The FAI commissioned a report from external consultants Genesis, into its World Cup preparations. The "Genesis Report" agreed with many of Keane's criticisms, finding that the FAI structure was not conducive to good planning and making a range of recommendations. The complete report was not published for legal reasons. Brendan Menton resigned as FAI General Secretary at this time, and the media linked the two events, though Menton denied this.

==Legacy==
Roy Keane stated that he would not play again for Ireland under McCarthy, and in his autobiography even said that his former national team coach could "rot in hell". McCarthy continued as national team manager and Ireland then played Russia in a qualifying match for the European Championship. Ireland lost to a badly resourced Russian team 4–2, who had played badly in the World Cup.

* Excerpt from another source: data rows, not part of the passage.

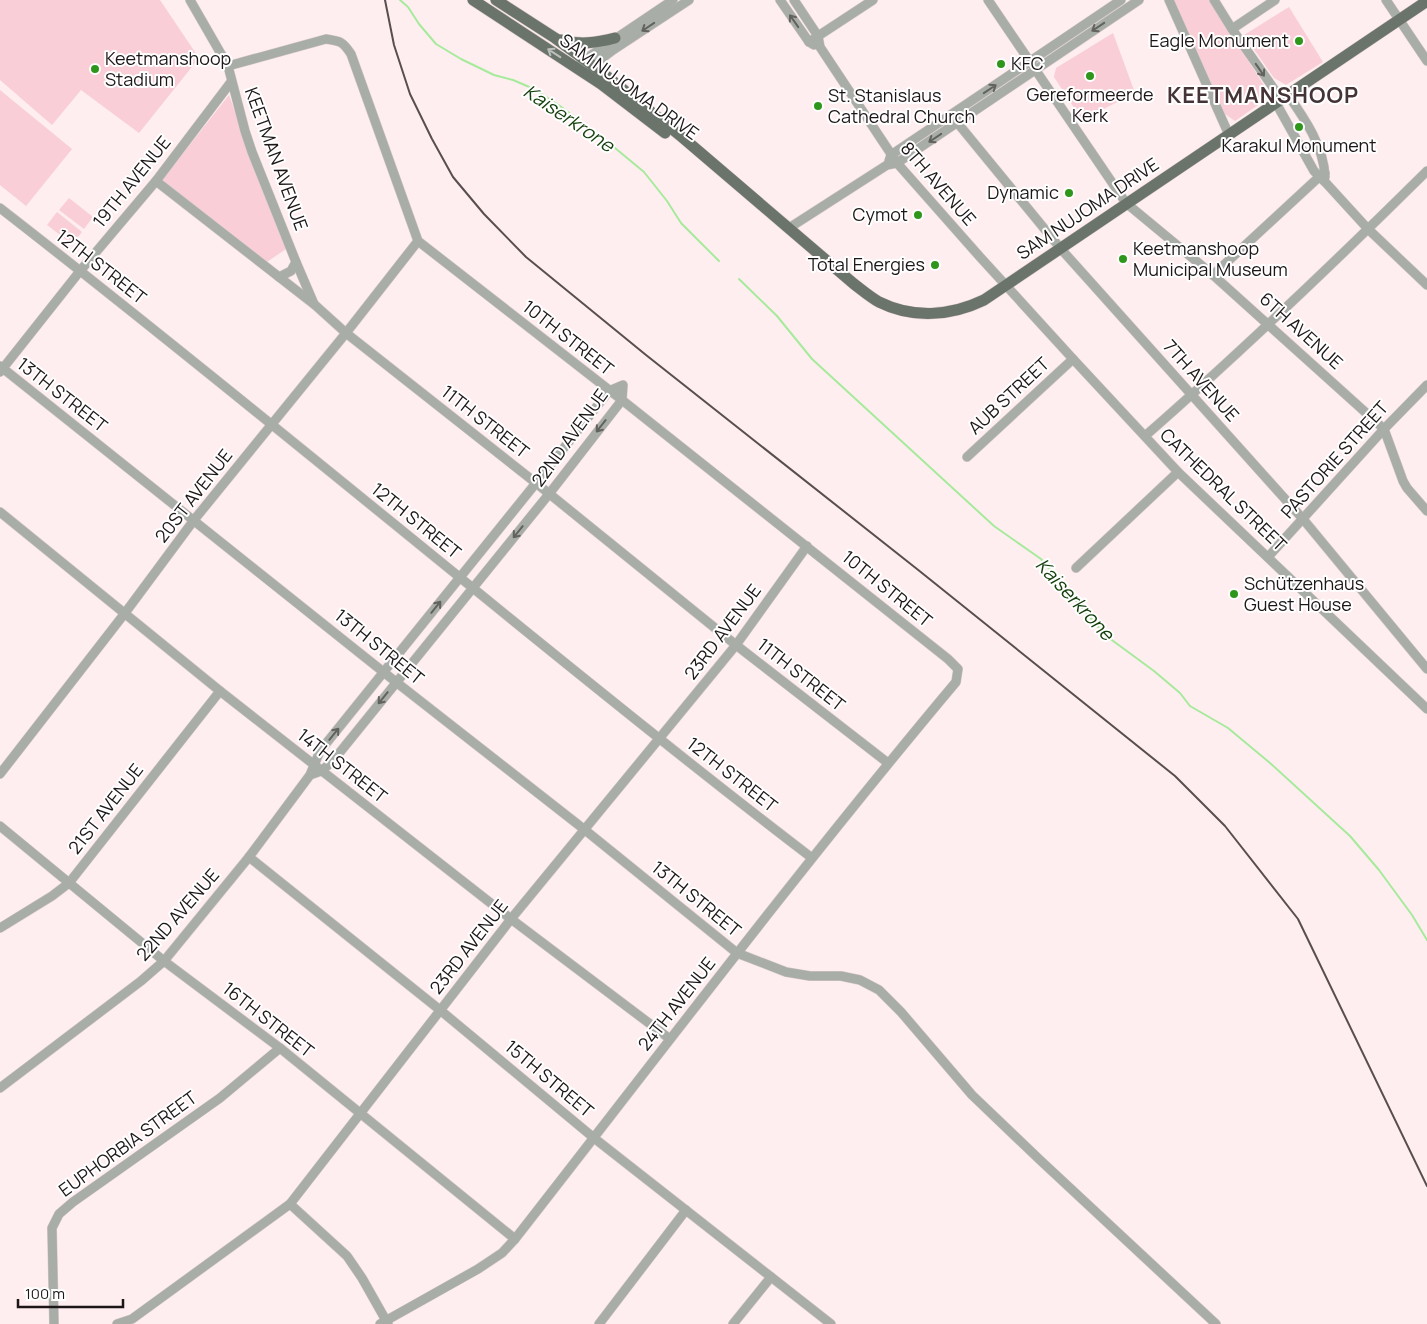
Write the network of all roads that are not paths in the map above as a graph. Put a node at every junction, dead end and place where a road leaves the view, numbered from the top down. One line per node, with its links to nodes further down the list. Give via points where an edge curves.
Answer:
1 (190, 0): 26 (street, KEETMAN AVENUE)
2 (473, 0): 27 (main road, SAM NUJOMA DRIVE, one-way to 2)
3 (496, 0): 20 (main road, SAM NUJOMA DRIVE)
4 (673, 0): 21 (street)
5 (689, 0): 27 (street, one-way to 27)
6 (780, 0): 22 (street, one-way to 6)
7 (794, 0): 19 (street, 8TH AVENUE)
8 (873, 0): 19 (street)
9 (988, 0): 25 (street, 6TH AVENUE)
10 (1121, 0): 25 (street)
11 (1138, 0): 28 (street, one-way to 28)
12 (1169, 0): 33 (street)
13 (1214, 0): 18 (street)
14 (1276, 0): 18 (street)
15 (1386, 0): 17 (street)
16 (1427, 1): 17 (main road, SAM NUJOMA DRIVE)
17 (1399, 19): 24 (street); 30 (main road, SAM NUJOMA DRIVE)
18 (1232, 29): 30 (street, one-way to 30)
19 (818, 36): 22 (street); 23 (street, 8TH AVENUE)
20 (554, 38): 21 (main road, via 582,44); 27 (main road, SAM NUJOMA DRIVE)
21 (615, 38): 27 (street)
22 (809, 42): 23 (street)
23 (820, 47): 34 (street, 8TH AVENUE)
24 (1427, 61)
25 (1030, 62): 28 (street, 6TH AVENUE); 31 (street, one-way to 25)
26 (228, 66): 29 (street, KEETMAN AVENUE); 44 (street, via 326,39 344,44 351,54)
27 (584, 66): 42 (main road, SAM NUJOMA DRIVE, via 648,120)
28 (1036, 70): 32 (street); 40 (street, 6TH AVENUE)
29 (232, 82): 39 (street, 19TH AVENUE); 46 (street, KEETMAN AVENUE, via 252,152)
30 (1281, 99): 33 (main road, SAM NUJOMA DRIVE); 38 (street, via 1314,171); 38 (street, via 1315,140 1322,155)
31 (951, 115): 32 (street, 7TH AVENUE); 34 (street)
32 (957, 123): 35 (street, one-way to 35); 45 (street, 7TH AVENUE)
33 (1229, 135): 40 (main road, SAM NUJOMA DRIVE)
34 (891, 155): 35 (street, 8TH AVENUE); 36 (street)
35 (897, 163): 36 (street); 50 (street, 8TH AVENUE)
36 (887, 165): 42 (street)
37 (1427, 171): 43 (street)
38 (1324, 178): 43 (street); 48 (street)
39 (156, 181): 47 (street, 19TH AVENUE); 49 (street, 11TH STREET)
40 (1126, 203): 45 (main road, SAM NUJOMA DRIVE); 48 (street, 6TH AVENUE)
41 (0, 208): 47 (street, 12TH STREET)
42 (789, 228): 50 (main road, SAM NUJOMA DRIVE, via 878,301 911,312 931,314 958,310 984,300)
43 (1368, 229): 51 (street); 53 (street)
44 (418, 241): 54 (street, 20ST AVENUE); 58 (street, 10TH STREET)
45 (1061, 248): 50 (main road, SAM NUJOMA DRIVE); 59 (street, 7TH AVENUE)
46 (296, 262): 49 (street, via 291,271); 52 (street, KEETMAN AVENUE)
47 (80, 271): 56 (street, 19TH AVENUE); 61 (street, 12TH STREET)
48 (1213, 275): 53 (street, 6TH AVENUE)
49 (279, 277): 52 (street, 11TH STREET)
50 (1006, 285): 55 (street, CATHEDRAL STREET)
51 (1427, 285)
52 (315, 305): 54 (street, 11TH STREET)
53 (1269, 324): 59 (street); 62 (street, 6TH AVENUE)
54 (346, 333): 61 (street, 20ST AVENUE); 66 (street, 11TH STREET)
55 (1072, 359): 63 (street, CATHEDRAL STREET); 64 (street, AUB STREET)
56 (1, 369): 71 (street, 13TH STREET)
57 (1427, 384): 62 (street, PASTORIE STREET)
58 (609, 391): 60 (street, 10TH STREET); 66 (street, 22ND AVENUE)
59 (1192, 394): 63 (street); 70 (street, 7TH AVENUE)
60 (622, 400): 67 (street, 22ND AVENUE, one-way to 67); 72 (street, 10TH STREET)
61 (272, 424): 71 (street, 20ST AVENUE); 75 (street, 12TH STREET)
62 (1384, 429): 68 (street, 6TH AVENUE, via 1403,481); 70 (street, PASTORIE STREET)
63 (1145, 436): 65 (street, CATHEDRAL STREET)
64 (967, 457)
65 (1178, 472): 73 (street, CATHEDRAL STREET); 74 (street)
66 (536, 483): 67 (street, 11TH STREET); 75 (street, 22ND AVENUE)
67 (549, 494): 76 (street, 22ND AVENUE, one-way to 76); 78 (street, 11TH STREET)
68 (1427, 511)
69 (0, 512): 77 (street, 14TH STREET)
70 (1303, 519): 73 (street, PASTORIE STREET); 80 (street, 7TH AVENUE)
71 (194, 520): 77 (street, 20ST AVENUE); 81 (street, 13TH STREET)
72 (807, 546): 78 (street, 23RD AVENUE); 79 (street, 10TH STREET)
73 (1268, 557): 84 (street, CATHEDRAL STREET)
74 (1076, 568)
75 (460, 577): 76 (street, 12TH STREET); 81 (street, 22ND AVENUE, one-way to 75)
76 (473, 588): 82 (street, 22ND AVENUE); 85 (street, 12TH STREET)
77 (125, 613): 83 (street, 14TH STREET); 89 (street, 20ST AVENUE)
78 (736, 645): 85 (street, 23RD AVENUE); 87 (street, 11TH STREET)
79 (958, 669): 87 (street, 24TH AVENUE, via 956,682)
80 (1427, 669)
81 (384, 671): 82 (street, 13TH STREET); 86 (street, 22ND AVENUE, one-way to 81, via 320,751)
82 (396, 682): 88 (street, 22ND AVENUE, one-way to 88, via 332,762); 92 (street, 13TH STREET)
83 (220, 691): 86 (street, 14TH STREET); 95 (street, 21ST AVENUE)
84 (1427, 709)
85 (660, 739): 92 (street, 23RD AVENUE); 94 (street, 12TH STREET)
86 (314, 764): 88 (street, 14TH STREET); 90 (street, 22ND AVENUE)
87 (888, 764): 94 (street, 24TH AVENUE)
88 (321, 770): 90 (street, 22ND AVENUE); 96 (street, 14TH STREET)
89 (0, 774)
90 (310, 775): 93 (street, 22ND AVENUE)
91 (0, 826): 95 (street, 16TH STREET)
92 (585, 830): 96 (street, 23RD AVENUE); 98 (street, 13TH STREET)
93 (250, 857): 99 (street, 22ND AVENUE); 100 (street, 15TH STREET)
94 (812, 858): 98 (street, 24TH AVENUE)
95 (69, 883): 97 (street, 21ST AVENUE); 99 (street, 16TH STREET)
96 (511, 919): 100 (street, 23RD AVENUE); 101 (street, 14TH STREET)
97 (0, 928)
98 (737, 953): 101 (street, 24TH AVENUE); 116 (street, 13TH STREET, via 786,972 841,976 860,980 879,990 972,1095)
99 (164, 960): 102 (street, 16TH STREET); 103 (street, 22ND AVENUE)
100 (440, 1010): 104 (street, 23RD AVENUE); 105 (street, 15TH STREET)
101 (670, 1039): 105 (street, 24TH AVENUE)
102 (280, 1048): 104 (street, 16TH STREET); 111 (street, EUPHORBIA STREET, via 220,1098 59,1214 52,1228)
103 (0, 1088)
104 (360, 1114): 106 (street, 23RD AVENUE); 108 (street, 16TH STREET)
105 (594, 1138): 107 (street, 15TH STREET); 108 (street, 24TH AVENUE)
106 (290, 1204): 110 (street, via 346,1256 362,1278); 112 (street, 23RD AVENUE, via 132,1319)
107 (686, 1210): 109 (street, 15TH STREET); 113 (street)
108 (515, 1239): 110 (street, 24TH AVENUE, via 502,1253 478,1269)
109 (771, 1277): 114 (street); 115 (street, 15TH STREET)
110 (385, 1323)
111 (54, 1324)
112 (117, 1324)
113 (598, 1324)
114 (733, 1324)
115 (831, 1324)
116 (1216, 1324)

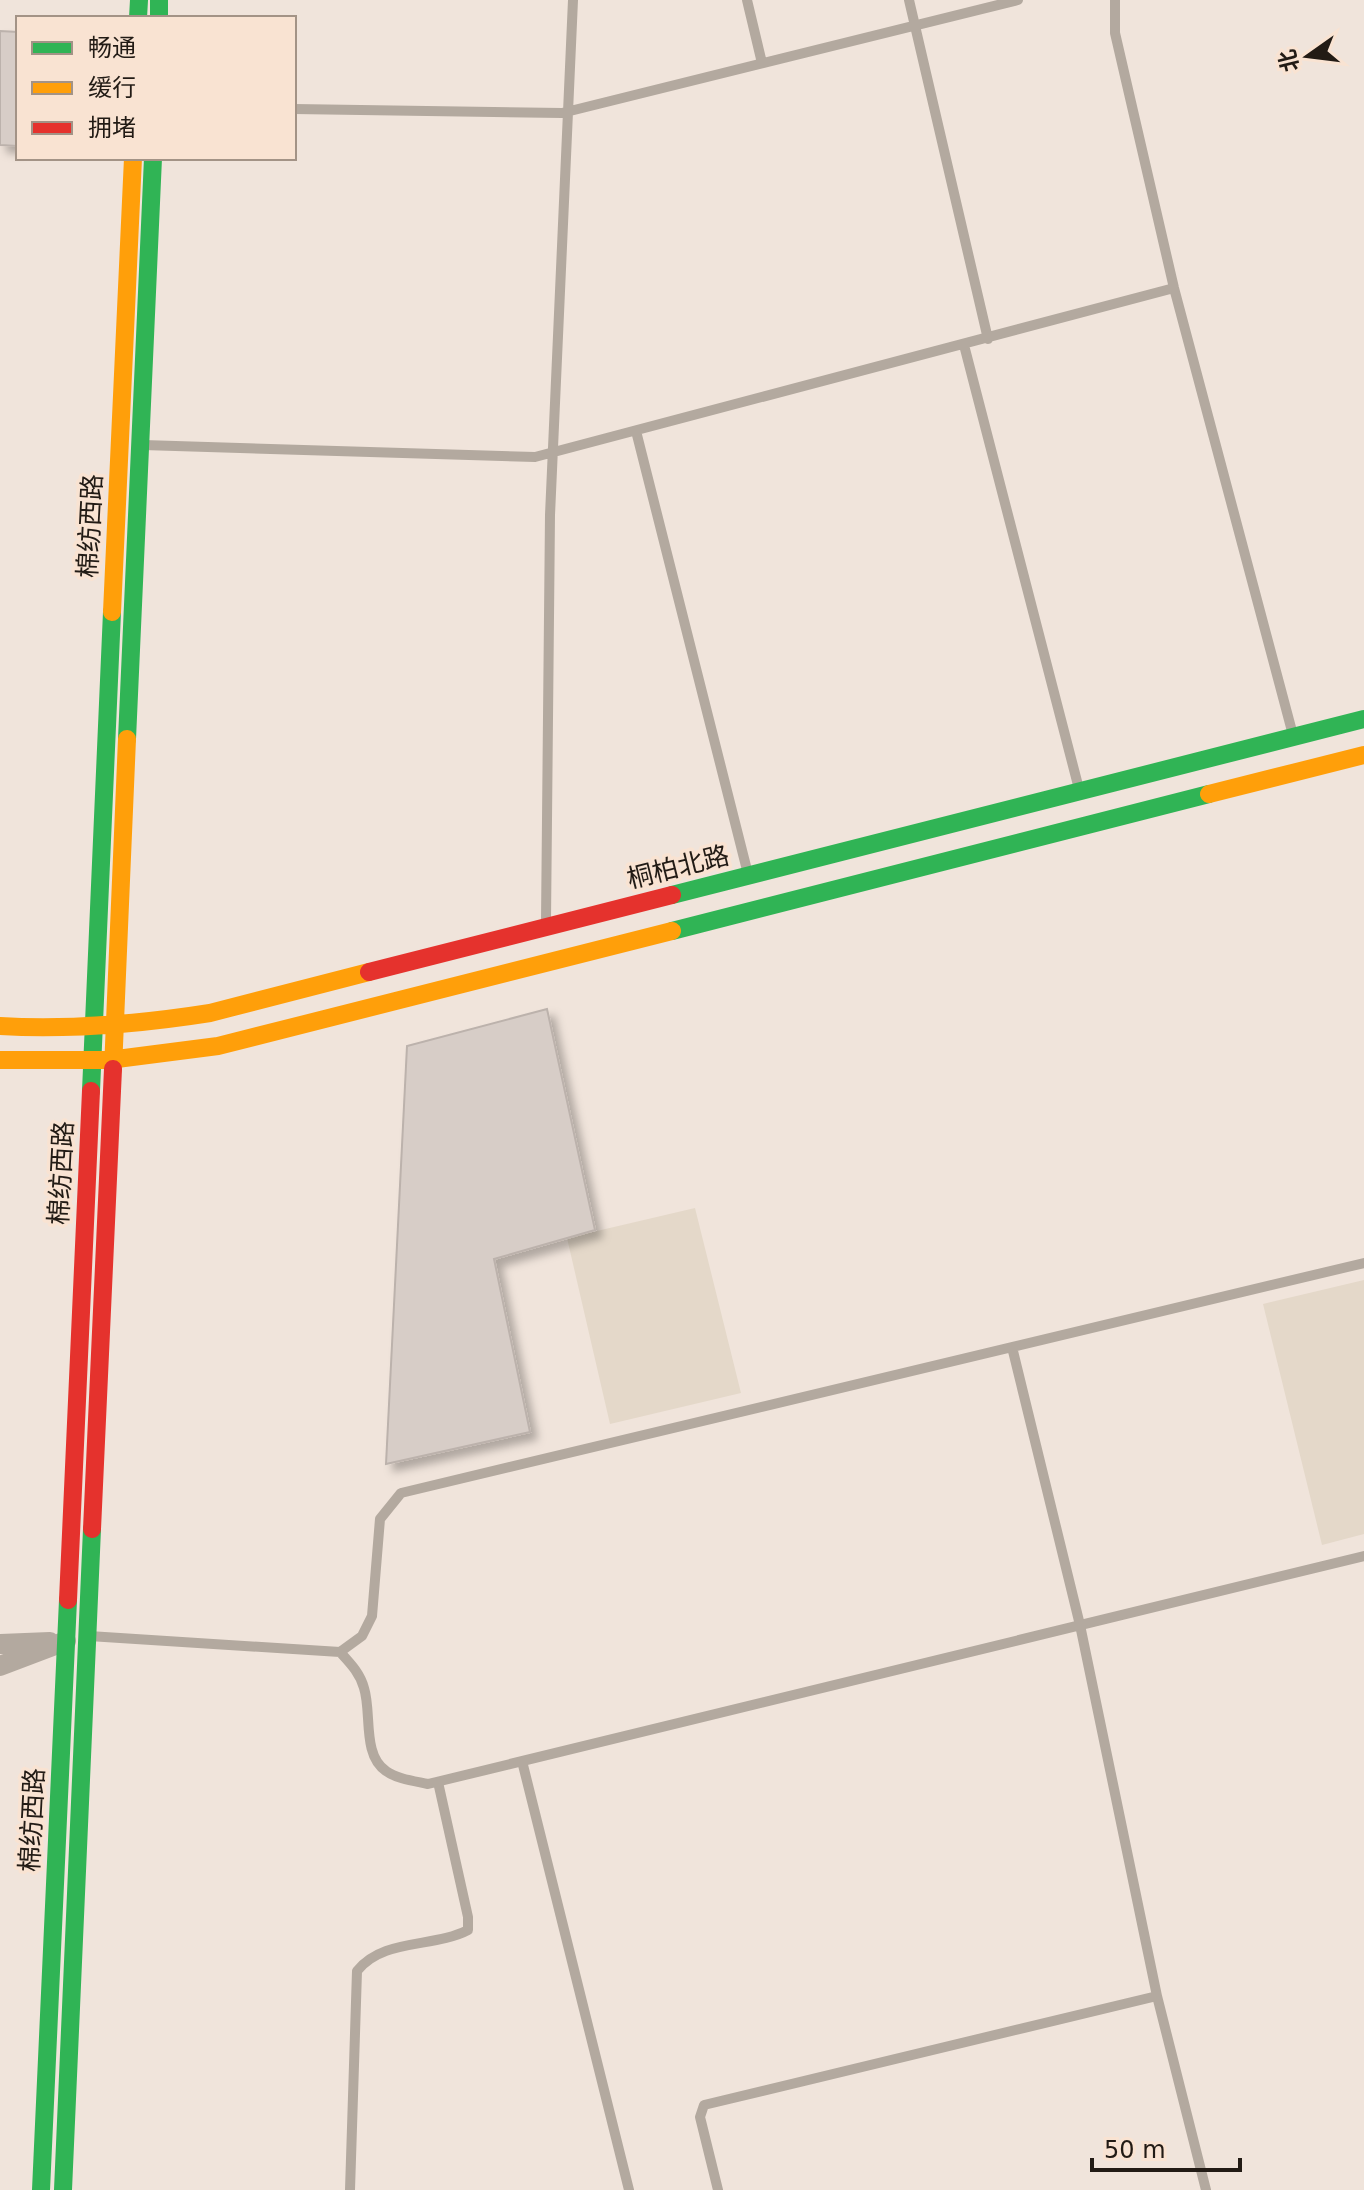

Ireland then lost the home leg 2–1 at Lansdowne Road. In the face of rebellion on the terraces, a decrease in support for the national team, and consequent declining attendance revenues, the FAI decided to ask McCarthy to resign on 5 November 2002.

The appointment of Brian Kerr as team manager in 2003 led to Keane's return to international football on 27 May 2004, in a friendly match against Romania at Lansdowne Road. He played his final international game the following year, having been capped 67 times for the nation since 1991. He retired from playing at club level in 2006. Ireland failed to qualify for any major tournament until 2011, when after beating Estonia they qualified for the 2012 European Championship.

By November 2006, Keane appeared to have reconciled with McCarthy when the two men settled their differences via a phone call ahead of a match between McCarthy's Wolverhampton Wanderers and Keane's Sunderland. The handshake between the two men received considerable media attention. In April 2007, the managers again met in another match, and Keane praised McCarthy for his work in Sunderland previous to Keane's tenure there. In December 2013, Keane, speaking in an ITV4 documentary, admitted his regret at missing out on the 2002 World Cup, when asked what the largest regret of his playing career was, saying "To play in the World Cup. It would have been nice to play, a lot of people were disappointed, particularly my family." He further stated that he "should have put his personal issues with McCarthy to one side for the sake of the country."

===Popular culture===
The incident was so divisive that it was dubbed a "civil war [in the Pacific]" by Irish media. The Irish Times later wrote that "[m]ost people have ... a story of a split between families, between friends, between work colleagues." In 2005, a musical comedy play parodying the incident and its key players, I, Keano, opened in Dublin. The play, written by Arthur Mathews, Michael Nugent, and Paul Woodfull, represented the incident as a mock-epic melodrama about a Roman legion preparing for war. Keane attended a performance of the show, which ran in Dublin until May 2008.

Keanes Labrador Retriever Triggs came to international media attention as Keane would go on long, highly publicized walks with her in Cheshire after his return from Saipan. Triggs became a minor celebrity in tabloids and part of Keane's public image until her death in 2012. This led The Daily Telegraph's Steve Wilson to call Triggs "the most famous dog in football since Pickles".

In an echo of the incident, three main cast members, including Mario Rosenstock, who portrayed "Keano" (the play's version of Roy Keane), left the show early in its first run, leading to media articles about life imitating art imitating life.

In September 2025, a film about the incident, Saipan, premiered at the Toronto International Film Festival, starring Éanna Hardwicke as Roy Keane and Steve Coogan as Mick McCarthy. The film was favourably reviewed by The Guardian and described as "the rare football movie that's worth a replay."